Subscribe Via Web Feed Subscribe with Google Add to My Yahoo! Subscribe with Bloglines Add to netvibes Subscribe with Live.com

« Google AdWords Goes Yellow & Changes On Click Event | Main | Google: Master Of Closing The Loop? »

Apr. 5, 2007 at 5:22pm Eastern by Chris Sherman

Teaching Google To See Images

"Image search" is really something of a misnomer, because current generation search engines rely primarily on text to "understand" all types of content, including images. When you search for images on Google, Flickr or most other search engines, they aren't examining the pixels that make up images. Instead, search engines look for clues that might identify relevant images—clues like descriptive filenames, tags, text near an image (think captions) and even the anchor text of links that point directly at image files.

Search engines take this awkward approach because it's much more difficult to actually analyze the shapes, colors, lines and other objects that make up a composite that our eyes effortlessly assemble into a meaningful picture. Image analysis is algorithmically challenging, and computationally intensive to boot. Image processing and recognition on a large scale has until recently been beyond the capabilities of most computer scientists.

That's starting to change, however. Recent work by computer scientists at UC San Diego and tested at Google's data centers has brought the goal of true image analysis and search closer to realization. The senior researcher and author of a recent IEEE paper describing this work believes that these new approaches will ultimately get incorporated into the search engines we use on a daily basis.

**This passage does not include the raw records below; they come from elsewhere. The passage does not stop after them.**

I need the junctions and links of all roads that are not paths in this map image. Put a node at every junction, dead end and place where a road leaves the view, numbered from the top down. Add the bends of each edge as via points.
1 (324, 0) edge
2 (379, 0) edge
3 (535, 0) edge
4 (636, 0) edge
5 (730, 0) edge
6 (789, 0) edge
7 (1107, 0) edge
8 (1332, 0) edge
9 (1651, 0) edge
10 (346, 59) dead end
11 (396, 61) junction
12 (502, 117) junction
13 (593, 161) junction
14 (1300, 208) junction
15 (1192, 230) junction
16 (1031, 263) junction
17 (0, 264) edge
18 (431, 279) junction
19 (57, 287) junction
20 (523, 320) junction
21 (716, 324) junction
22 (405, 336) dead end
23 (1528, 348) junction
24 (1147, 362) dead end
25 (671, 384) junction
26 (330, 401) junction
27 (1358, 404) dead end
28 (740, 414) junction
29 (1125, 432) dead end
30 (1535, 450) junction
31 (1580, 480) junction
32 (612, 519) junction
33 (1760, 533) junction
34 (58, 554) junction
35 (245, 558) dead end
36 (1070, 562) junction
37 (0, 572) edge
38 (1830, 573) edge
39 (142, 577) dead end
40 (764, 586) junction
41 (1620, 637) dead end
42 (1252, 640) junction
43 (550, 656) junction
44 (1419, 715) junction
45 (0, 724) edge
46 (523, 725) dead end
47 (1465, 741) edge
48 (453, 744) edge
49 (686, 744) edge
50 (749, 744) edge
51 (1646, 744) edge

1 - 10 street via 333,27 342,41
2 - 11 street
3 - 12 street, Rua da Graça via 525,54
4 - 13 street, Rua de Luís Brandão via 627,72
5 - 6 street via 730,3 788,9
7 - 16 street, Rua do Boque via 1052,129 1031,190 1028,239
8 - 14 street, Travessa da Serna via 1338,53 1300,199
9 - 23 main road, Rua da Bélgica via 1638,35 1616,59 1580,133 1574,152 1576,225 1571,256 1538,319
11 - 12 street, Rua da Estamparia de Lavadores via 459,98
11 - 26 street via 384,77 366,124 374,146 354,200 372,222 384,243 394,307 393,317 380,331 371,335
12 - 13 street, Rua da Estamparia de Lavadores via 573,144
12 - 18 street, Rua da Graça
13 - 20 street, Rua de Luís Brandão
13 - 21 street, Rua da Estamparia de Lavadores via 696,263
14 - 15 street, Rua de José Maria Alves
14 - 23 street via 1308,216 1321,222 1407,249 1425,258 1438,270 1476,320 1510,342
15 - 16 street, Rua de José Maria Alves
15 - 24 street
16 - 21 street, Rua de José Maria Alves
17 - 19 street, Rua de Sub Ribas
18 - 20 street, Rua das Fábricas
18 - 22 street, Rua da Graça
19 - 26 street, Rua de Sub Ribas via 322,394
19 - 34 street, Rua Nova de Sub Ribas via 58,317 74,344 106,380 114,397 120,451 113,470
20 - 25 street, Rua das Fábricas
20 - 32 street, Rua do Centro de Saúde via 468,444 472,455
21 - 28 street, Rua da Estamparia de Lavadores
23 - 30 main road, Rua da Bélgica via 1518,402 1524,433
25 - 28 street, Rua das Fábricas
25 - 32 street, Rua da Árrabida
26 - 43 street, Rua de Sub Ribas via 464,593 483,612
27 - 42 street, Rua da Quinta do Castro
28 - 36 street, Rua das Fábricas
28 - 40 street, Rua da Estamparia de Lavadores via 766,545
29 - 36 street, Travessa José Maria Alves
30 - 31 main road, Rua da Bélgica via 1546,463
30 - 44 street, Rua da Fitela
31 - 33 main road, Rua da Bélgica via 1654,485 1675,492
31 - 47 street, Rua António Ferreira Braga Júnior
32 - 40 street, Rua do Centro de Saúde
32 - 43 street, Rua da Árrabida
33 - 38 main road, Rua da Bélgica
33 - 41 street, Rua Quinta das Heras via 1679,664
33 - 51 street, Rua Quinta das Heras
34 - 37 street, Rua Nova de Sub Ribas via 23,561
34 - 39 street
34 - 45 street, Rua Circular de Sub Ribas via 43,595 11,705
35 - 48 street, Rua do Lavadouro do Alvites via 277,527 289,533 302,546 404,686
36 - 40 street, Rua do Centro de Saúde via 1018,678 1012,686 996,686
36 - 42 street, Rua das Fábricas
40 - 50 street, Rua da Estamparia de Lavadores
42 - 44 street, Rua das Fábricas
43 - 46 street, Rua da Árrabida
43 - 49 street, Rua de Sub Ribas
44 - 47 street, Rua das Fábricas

Nuno Vasconcelos, a professor of electrical engineering at the UCSD Jacobs School of Engineering, discusses the approach, called Supervised Multiclass Labeling (SML), in a recent news release from the school (hat tip to Threadwatch for the pointer). Though SML sounds like a mouthful of jargon, what it really amounts to is systematically training a computer to recognize statistically similar objects, and teaching it to differentiate them from other objects that have similar characteristics.

The computer then labels the objects it finds in images, allowing keyword-based searching. Yes, this is tagging—but tagging done by a computer, following some very sophisticated rules and using a controlled vocabulary rather than arbitrary, subjective terms. With a large enough set of training images, the system gets progressively better at identifying objects in images.

Professor Vasconcelos talks about the approach in this 5 minute windows media video and at greater length in this hour long Google Tech Talk video called Using Statistics to Search and Annotate Pictures.

Notably, even though the researchers say that the image indexing technique allows them to cover larger collections of images at a lower computational cost than was previously possible, "the current version would still choke on the Internet’s vast numbers of public images." So don't expect to find the system replacing current image search on the general purpose search engines any time soon.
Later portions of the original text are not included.